I stepped off the airplane in Boise late on Friday, quickly got hold of all my high school friends and partied and drank all night. The next morning I awoke early with a hangover and the realization that I probably ought to get right on the road. So I went to the shed and (right before starting on a 1100 mile trip) briefly checked out my baby - a 1976 KH500 - a bike I still have.

The bike had been sitting for a couple of months, and the battery was dead. No matter, it was a kick-start model. The bike had two complete spare sets of sparkplugs - which I was certain to need. Nothing seemed amiss…

After several minutes of kicking and misfiring and blowing blue two-stroke smoke, it finally fired up. I said goodbye to mom, and I was off to warm San Diego. I ought to mention clothing. I wore jeans, sneakers, a long-sleeve shirt, and a Levi denim jacket. It was a pleasant April morning - 65 degrees in Boise, and it had been *much* warmer in San Diego. Alas, I didn’t give any consideration to what might lie between… and this was in the days before the Weather Channel. You can probably guess what’s coming…

I made it to the Idaho-Utah border when the first problem cropped up. I was making one of numerous stops for gas on that trip. Two-stroke mileage being what it is, I had to refuel about every 100 miles.

I had stopped for gas at an off-ramp leading to a tiny town called Snowville, Utah. This is a little freeway overpass with a gas station in the middle of nowhere. I was about to hit the on ramp when I heard a funny noise from the chain. One link had broken on one side. I clearly wasn’t going to get far with one link about to fail, so rather than attempting to make it to the next town, I returned to the gas station.

There I inquired about a cycle shop. The nearest was 30 miles south in Tremonton, UT. A kindly rancher helped me get my bike into the bed of his pickup truck, with a only few new dents added to the exhaust pipes. When we arrived, the bike shop was about to close for the day, but they stayed open long enough for me to purchase and install a chain (deeply cutting into my limited travel money, I might add!)

I got all the way through the Salt Lake City metro area, which was not very metro back in those days. By then it was getting dark, and I was getting tired and cold. I stopped and picked up a plastic rain suit to help cut the wind. When I was exhausted, I stopped in the town of Nephi for the night. I’d ridden 420 miles on a buzzy two-stroke, with an open-face helmet – I was pretty battered.
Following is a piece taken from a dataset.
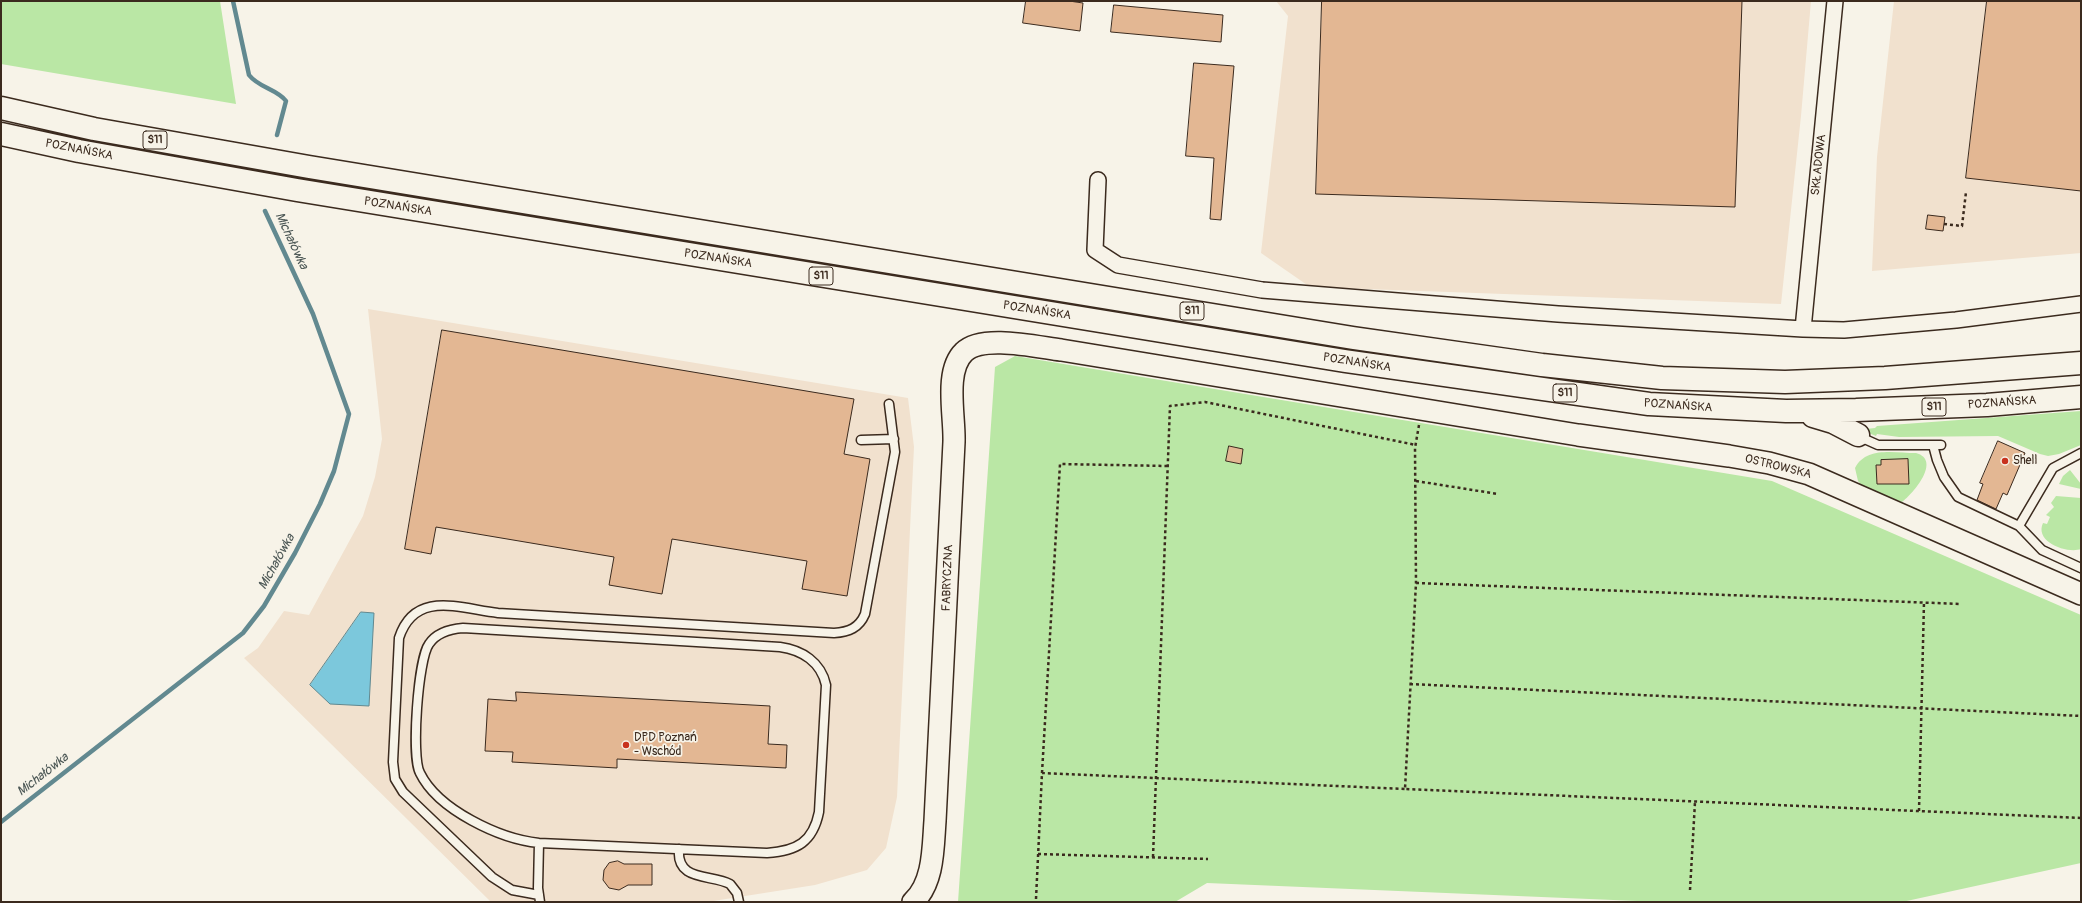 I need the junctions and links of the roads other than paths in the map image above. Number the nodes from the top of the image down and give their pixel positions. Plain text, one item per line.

I took a long hot bath and crashed. The next morning I awoke, and my bike was covered with ice. I wasn’t too happy about that, but I didn’t have much choice but to continue. It was early Sunday, and I had to report to my first technical school class at 0700 on Monday. So I hit the road, wearing my sneakers, Levi Jacket, and the green plastic rain jacket.

The sky over the intermountain west during the winter months is a continuous slate-gray. That lasts pretty much from October to March. It’s also cold, so nothing is green either. Gray everywhere, all winter long… unless it snows. It's as gloomy as Seattle, but without the green.

Well it was April, and I was climbing (unknown to me) a grade up onto the Colorado Plateau. The sky got darker and darker, and suddenly it was raining. Shortly after that, it was snowing. Fortunately (I suppose) it was a wet, slushy springtime snow storm, rather than a bitter frostbite-inducing cold.

Still, the front tire was throwing slush up onto my sneakers. I had to stop at every off-ramp, use the hot-water tap in a restroom to warm my fingers, and get several cups of coffee to warm up my core. I was shivering from the cold, and shaking from the caffeine, and I *couldn’t* stop going, or I’d be AWOL.

Finally I reached the point where I simply couldn’t go on. I reached Parowan UT, 150 miles from my starting point of the day, traveling through a blizzard. I stopped in a café - dejected, cold, and beaten.

At that low point I noticed a large moving van outside. I waited for the owner to return to it, and quickly asked him which way he was going. He said he was going to Los Angeles! I asked if I could ride with him to LA, and he said that he was empty and that I could! We moved my bike onto the hydraulic lift, rolled it in, and tied it down Away we went. I collapsed on a pile of moving blankets and slept under one of them.

When I awoke, the van was off the Colorado Plateau, and the driver had stopped at a rest area outside of Mesquite, NV. We hadn’t made very good time getting out of Utah - I think he was going all of 45 mph. I was getting *very* worried about my AWOL deadline, so I parted company with the van driver. I rolled into Las Vegas at sundown, about 340 miles from my starting point for the day.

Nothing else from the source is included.